What is health? What is disease? Thirty years of literature has failed to deliver an answer. Instead a protracted debate has been carried out over one single question: are the concepts of health and disease value-free? Naturalists ardently argue in favour, whereas normativists equally vehemently oppose. It is time for a different approach.
In sociology, a firmly held doctrine maintains that health and disease are socially constructed (Nettleton 2006), but this claim has not been philosophically unpacked. In this chapter I begin that task. I first give a brief and general characterization of social contructivism as the claim that a social construct is not fixed or inevitable, but is the contingent result of social and historical processes. I then present one main argument in favour of a social constructivist approach to health and disease: social constructivism provides a novel and particularly promising way of combining naturalist and normativist lines of thought. This argument is supported, first, by a brief discussion of the problems for and promises of naturalist and normativist analyses and, second, by a demonstration that social constructivism explains the strengths and weaknesses of either approach, and can unite them in a manner that retains the former while avoiding the latter.
HEALTH AND DISEASE: THE DEBATE SO FAR
Why have philosophers attempted to find out what health and disease are? Because it is thought that this would answer other questions.

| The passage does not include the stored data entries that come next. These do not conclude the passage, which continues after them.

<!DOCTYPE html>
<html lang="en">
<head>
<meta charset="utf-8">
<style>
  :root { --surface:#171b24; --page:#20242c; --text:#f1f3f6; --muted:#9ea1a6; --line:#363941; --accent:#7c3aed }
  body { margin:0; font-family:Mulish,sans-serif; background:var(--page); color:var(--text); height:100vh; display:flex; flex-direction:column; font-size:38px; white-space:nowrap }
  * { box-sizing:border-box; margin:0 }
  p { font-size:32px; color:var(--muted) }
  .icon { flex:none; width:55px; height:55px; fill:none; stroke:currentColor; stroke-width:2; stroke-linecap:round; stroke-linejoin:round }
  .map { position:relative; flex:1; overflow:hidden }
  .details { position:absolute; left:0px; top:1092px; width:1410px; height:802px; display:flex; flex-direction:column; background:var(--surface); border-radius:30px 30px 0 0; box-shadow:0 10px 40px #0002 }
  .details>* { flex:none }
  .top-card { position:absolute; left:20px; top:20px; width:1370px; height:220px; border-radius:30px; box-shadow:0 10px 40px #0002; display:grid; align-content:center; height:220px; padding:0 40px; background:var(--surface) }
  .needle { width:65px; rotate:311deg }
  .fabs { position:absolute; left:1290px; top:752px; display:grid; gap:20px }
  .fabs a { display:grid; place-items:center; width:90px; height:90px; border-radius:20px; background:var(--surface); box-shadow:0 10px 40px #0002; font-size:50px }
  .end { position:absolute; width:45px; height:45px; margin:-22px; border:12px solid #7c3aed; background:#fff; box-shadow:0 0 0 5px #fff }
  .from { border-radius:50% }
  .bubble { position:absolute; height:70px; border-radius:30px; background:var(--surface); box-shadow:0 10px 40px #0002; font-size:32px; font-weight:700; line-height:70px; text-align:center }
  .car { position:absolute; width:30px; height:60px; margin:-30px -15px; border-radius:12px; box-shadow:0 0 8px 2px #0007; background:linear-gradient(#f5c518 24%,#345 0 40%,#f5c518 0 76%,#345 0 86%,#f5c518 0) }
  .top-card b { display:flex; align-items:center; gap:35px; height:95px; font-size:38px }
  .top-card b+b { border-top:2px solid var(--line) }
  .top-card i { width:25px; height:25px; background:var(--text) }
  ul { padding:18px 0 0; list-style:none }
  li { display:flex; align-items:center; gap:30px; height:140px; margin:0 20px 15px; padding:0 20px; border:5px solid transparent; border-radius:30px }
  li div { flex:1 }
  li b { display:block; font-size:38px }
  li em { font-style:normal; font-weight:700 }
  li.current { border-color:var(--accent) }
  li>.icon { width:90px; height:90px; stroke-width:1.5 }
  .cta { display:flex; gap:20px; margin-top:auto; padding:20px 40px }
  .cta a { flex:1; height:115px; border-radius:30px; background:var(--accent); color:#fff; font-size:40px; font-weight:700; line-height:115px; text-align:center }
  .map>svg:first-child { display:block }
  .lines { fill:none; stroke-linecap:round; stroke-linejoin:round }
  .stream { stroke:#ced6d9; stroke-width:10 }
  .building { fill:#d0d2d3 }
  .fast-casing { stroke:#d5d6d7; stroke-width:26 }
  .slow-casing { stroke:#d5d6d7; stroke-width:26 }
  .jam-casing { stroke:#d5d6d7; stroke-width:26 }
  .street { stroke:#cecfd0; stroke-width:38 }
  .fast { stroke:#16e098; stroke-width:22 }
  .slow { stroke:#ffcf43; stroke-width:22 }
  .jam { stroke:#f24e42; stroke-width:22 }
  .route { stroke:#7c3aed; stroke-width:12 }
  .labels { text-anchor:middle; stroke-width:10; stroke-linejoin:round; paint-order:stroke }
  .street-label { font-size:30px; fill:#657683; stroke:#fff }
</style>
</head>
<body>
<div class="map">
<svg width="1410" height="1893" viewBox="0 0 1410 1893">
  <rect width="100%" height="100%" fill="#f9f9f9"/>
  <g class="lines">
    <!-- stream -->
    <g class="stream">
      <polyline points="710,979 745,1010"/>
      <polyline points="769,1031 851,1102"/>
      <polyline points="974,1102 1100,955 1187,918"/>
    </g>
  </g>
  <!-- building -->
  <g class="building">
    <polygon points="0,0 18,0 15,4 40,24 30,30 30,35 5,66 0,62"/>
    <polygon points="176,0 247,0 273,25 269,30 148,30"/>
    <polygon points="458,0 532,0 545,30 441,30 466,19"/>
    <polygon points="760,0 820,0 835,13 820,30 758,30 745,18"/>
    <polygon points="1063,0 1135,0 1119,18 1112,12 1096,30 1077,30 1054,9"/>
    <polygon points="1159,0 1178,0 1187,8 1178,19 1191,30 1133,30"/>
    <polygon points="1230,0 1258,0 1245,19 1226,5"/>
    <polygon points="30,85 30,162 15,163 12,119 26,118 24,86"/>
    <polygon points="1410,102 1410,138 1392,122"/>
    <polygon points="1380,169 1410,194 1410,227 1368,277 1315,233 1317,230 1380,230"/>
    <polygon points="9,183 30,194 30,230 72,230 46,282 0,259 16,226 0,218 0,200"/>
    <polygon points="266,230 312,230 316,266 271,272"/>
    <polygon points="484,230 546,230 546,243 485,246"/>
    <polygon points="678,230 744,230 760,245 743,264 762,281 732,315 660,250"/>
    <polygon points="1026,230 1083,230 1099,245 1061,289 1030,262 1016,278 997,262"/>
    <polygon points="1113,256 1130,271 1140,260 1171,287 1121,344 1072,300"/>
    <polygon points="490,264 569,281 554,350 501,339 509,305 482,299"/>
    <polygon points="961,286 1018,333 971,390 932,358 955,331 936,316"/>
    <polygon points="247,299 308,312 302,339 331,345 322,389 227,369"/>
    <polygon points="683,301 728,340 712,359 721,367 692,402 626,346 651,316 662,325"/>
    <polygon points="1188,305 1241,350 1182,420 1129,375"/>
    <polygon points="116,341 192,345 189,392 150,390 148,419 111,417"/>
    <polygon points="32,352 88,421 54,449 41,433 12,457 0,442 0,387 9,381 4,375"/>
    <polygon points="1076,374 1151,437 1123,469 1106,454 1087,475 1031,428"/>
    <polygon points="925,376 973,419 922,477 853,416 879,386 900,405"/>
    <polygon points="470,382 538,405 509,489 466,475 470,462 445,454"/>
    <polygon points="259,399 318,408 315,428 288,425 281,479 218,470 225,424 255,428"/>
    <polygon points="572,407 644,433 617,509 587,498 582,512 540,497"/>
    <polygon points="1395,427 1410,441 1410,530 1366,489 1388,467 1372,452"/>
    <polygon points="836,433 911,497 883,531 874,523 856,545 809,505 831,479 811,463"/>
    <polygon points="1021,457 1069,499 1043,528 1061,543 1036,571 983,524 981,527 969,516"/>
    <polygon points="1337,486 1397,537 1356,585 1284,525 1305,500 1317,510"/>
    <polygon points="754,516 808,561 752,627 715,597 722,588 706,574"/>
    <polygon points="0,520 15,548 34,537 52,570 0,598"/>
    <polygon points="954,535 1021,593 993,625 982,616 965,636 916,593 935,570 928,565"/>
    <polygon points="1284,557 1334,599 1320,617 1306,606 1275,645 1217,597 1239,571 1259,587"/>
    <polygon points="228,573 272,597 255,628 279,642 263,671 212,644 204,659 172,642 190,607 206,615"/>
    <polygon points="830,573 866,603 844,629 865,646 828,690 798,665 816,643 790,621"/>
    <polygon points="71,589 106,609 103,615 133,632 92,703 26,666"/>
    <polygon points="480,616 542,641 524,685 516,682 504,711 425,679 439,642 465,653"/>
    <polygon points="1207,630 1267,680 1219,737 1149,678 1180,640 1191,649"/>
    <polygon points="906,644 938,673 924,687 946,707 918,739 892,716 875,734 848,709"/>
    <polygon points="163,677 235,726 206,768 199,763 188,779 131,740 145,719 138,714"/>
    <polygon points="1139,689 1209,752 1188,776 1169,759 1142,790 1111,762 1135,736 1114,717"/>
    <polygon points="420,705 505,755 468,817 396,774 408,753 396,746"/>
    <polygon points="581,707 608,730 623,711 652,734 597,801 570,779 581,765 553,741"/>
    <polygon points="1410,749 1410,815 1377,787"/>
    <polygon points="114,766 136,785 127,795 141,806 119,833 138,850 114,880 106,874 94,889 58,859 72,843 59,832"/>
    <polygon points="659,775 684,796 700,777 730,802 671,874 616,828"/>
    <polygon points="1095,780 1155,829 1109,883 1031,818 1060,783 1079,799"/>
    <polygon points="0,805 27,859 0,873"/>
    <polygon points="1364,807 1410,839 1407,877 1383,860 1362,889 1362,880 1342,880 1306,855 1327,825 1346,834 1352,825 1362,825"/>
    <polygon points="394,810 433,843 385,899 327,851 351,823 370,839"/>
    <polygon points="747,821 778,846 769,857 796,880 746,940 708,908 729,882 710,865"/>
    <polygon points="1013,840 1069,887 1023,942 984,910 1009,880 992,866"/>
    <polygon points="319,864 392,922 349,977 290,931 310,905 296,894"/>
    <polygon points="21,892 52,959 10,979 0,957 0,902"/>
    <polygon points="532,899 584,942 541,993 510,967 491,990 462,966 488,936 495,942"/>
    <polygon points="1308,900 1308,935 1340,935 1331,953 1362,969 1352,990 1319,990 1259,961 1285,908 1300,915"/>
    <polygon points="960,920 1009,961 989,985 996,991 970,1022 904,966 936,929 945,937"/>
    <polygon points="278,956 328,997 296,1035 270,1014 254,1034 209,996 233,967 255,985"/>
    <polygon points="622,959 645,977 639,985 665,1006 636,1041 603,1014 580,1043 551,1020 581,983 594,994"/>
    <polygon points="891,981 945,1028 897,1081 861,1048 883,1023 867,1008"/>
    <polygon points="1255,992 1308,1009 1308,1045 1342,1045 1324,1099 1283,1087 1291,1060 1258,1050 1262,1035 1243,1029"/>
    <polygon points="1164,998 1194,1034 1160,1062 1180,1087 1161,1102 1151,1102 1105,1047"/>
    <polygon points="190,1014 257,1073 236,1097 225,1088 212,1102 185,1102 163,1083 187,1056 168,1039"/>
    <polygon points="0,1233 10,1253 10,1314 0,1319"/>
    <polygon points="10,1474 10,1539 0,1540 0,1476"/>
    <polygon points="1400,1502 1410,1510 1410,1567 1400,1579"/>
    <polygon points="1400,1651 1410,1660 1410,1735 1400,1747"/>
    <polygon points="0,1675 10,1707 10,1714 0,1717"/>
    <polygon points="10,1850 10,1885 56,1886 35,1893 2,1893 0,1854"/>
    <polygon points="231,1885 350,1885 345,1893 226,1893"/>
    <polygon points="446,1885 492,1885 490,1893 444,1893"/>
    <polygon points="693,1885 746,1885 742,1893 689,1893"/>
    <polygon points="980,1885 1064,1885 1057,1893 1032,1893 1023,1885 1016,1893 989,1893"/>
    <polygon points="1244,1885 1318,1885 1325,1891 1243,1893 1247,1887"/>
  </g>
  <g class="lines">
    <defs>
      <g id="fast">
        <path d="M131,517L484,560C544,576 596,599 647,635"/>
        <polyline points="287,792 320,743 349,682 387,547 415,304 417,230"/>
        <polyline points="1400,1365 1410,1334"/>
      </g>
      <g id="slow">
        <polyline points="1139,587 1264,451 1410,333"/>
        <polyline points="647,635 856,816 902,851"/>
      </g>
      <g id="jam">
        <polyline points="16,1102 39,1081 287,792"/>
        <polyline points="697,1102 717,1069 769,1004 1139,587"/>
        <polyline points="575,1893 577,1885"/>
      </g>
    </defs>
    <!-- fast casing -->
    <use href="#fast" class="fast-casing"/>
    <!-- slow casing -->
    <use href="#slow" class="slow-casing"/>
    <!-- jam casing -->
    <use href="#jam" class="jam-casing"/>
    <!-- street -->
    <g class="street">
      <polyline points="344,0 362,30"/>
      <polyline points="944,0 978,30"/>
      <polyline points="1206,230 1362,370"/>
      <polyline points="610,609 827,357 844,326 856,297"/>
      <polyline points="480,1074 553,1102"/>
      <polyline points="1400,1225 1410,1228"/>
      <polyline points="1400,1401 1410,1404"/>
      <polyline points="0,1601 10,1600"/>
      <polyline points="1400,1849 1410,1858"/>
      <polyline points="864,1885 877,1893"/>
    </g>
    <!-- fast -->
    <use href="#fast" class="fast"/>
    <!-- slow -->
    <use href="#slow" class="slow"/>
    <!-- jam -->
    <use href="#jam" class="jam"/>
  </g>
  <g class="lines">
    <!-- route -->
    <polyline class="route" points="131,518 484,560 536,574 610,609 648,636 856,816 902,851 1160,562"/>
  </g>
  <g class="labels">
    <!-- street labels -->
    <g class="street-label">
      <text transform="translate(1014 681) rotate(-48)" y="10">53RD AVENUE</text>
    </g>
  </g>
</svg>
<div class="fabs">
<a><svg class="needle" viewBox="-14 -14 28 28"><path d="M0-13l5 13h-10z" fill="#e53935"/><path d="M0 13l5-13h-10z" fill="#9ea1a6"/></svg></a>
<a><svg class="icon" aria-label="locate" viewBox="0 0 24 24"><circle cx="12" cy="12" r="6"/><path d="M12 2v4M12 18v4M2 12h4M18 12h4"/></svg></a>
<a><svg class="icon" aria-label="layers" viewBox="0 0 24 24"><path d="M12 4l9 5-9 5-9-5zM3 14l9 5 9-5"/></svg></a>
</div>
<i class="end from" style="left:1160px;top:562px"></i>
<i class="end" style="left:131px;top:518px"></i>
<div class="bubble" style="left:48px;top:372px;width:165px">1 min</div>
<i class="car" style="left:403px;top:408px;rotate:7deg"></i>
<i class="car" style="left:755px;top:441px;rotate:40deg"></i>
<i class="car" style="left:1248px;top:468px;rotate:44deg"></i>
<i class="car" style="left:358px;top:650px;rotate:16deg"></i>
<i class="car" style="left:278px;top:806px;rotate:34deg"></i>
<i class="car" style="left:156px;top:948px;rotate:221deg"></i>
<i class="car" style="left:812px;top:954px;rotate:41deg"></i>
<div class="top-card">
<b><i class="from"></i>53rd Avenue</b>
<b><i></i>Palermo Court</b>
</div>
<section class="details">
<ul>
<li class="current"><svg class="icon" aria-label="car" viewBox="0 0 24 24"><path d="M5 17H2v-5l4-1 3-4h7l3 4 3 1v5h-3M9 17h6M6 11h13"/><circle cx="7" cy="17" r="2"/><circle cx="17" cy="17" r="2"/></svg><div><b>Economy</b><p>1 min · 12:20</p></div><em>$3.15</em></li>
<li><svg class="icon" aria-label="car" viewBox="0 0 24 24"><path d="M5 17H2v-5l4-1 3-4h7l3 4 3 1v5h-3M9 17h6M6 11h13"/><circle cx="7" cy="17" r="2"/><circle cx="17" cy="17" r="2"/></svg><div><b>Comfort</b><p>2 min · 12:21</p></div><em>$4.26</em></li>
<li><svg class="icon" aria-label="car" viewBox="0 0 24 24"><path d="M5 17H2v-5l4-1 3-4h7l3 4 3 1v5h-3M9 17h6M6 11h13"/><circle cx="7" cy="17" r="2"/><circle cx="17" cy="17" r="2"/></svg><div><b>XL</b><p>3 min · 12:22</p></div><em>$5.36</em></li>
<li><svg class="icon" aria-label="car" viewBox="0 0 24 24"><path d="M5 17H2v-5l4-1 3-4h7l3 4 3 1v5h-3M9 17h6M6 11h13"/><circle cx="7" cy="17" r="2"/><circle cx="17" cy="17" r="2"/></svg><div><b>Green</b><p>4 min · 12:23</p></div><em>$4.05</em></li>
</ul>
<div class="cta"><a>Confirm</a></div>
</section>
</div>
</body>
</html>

Most people, for example, agree that our health service should treat diseases, and finding out what diseases are, therefore, might help us decide the often difficult question of who to treat (e.g. Daniels 1985; Cooper & Megone 2007). Another common thought is that treatment can be permissible where enhancement is not. An understanding of the difference between enhancement and treatment is predicated on understanding the difference between health and disease. Finally, an understanding of what health and disease are might help us understand the proper scope or goal of clinical medicine.